■ Collected data ■
┏━━

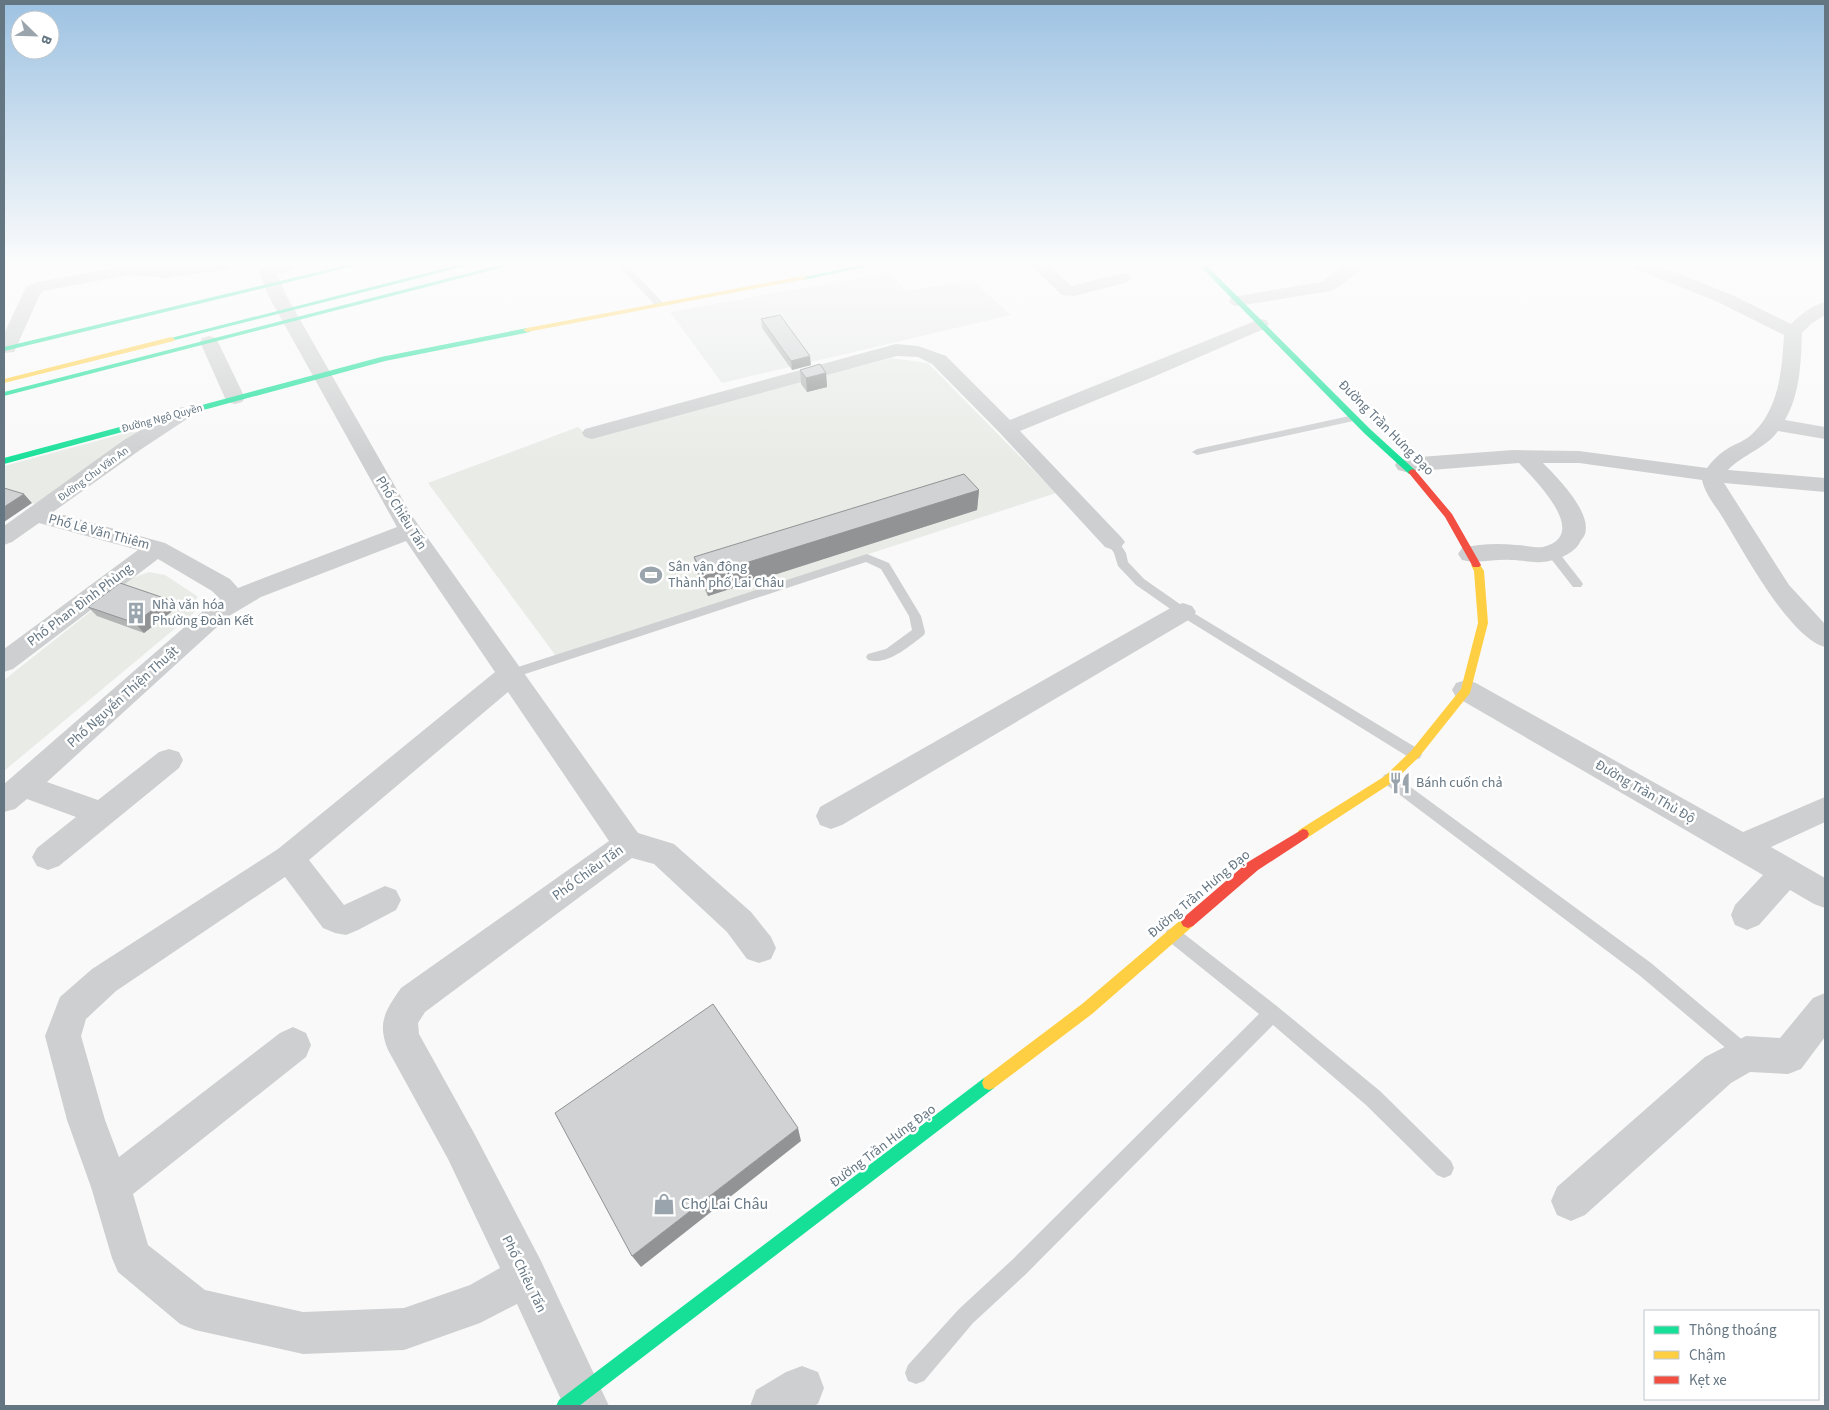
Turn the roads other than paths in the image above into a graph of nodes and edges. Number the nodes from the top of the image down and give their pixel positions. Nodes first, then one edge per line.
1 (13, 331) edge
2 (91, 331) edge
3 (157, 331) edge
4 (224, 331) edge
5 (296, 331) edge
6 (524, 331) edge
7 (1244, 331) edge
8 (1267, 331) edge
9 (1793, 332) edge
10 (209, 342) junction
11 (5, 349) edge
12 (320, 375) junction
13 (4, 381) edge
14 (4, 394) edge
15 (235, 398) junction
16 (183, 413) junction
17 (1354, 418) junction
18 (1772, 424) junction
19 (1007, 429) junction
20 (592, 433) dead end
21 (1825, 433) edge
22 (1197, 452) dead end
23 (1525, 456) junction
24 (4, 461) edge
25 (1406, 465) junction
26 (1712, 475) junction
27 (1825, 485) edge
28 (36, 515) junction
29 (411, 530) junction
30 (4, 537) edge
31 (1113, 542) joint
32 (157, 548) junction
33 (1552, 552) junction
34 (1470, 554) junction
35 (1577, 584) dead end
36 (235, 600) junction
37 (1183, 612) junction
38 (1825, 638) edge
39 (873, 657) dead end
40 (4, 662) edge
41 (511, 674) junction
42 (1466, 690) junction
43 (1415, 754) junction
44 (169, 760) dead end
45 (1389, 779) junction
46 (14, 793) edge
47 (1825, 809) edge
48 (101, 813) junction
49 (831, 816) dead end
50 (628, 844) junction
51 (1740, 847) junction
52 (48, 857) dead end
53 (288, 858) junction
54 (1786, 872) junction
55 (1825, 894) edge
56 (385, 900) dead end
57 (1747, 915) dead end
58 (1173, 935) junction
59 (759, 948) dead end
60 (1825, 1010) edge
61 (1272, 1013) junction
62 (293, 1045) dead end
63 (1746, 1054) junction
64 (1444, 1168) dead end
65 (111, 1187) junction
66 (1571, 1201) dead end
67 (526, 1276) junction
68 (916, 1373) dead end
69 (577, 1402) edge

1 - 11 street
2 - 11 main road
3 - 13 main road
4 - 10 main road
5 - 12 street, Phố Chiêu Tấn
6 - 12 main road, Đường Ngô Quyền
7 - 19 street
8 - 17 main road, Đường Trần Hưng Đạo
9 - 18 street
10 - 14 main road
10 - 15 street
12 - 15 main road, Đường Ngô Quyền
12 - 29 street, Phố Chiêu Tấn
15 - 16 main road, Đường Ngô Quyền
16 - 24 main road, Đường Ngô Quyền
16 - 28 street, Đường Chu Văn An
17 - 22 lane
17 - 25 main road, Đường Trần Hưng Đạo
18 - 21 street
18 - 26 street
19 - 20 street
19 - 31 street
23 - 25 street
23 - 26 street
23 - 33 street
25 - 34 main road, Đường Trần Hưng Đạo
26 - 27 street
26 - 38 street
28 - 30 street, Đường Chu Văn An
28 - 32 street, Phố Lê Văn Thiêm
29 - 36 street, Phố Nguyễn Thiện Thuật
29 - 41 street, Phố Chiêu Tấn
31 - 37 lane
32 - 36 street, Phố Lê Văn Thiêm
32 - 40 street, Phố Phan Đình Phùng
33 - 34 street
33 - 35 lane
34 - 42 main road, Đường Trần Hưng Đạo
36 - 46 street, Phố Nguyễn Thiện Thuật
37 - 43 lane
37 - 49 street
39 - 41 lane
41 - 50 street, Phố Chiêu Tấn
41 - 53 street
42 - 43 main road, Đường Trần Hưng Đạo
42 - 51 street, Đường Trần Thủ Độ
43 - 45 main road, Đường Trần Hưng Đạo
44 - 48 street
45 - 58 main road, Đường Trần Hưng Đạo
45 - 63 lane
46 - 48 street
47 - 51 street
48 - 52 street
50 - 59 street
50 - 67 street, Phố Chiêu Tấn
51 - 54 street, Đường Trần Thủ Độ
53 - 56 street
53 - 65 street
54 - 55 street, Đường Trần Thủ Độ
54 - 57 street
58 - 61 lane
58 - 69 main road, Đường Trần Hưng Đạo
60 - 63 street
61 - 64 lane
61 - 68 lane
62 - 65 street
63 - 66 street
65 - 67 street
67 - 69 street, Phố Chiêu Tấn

┗━━

■ EXERCISE INSTRUCTIONS ■
All lines in the entries above that hold the word "Chiêu" need to be copied.

■ SOLUTION FOR THIS PROBLEM ■
5 - 12 street, Phố Chiêu Tấn
12 - 29 street, Phố Chiêu Tấn
29 - 41 street, Phố Chiêu Tấn
41 - 50 street, Phố Chiêu Tấn
50 - 67 street, Phố Chiêu Tấn
67 - 69 street, Phố Chiêu Tấn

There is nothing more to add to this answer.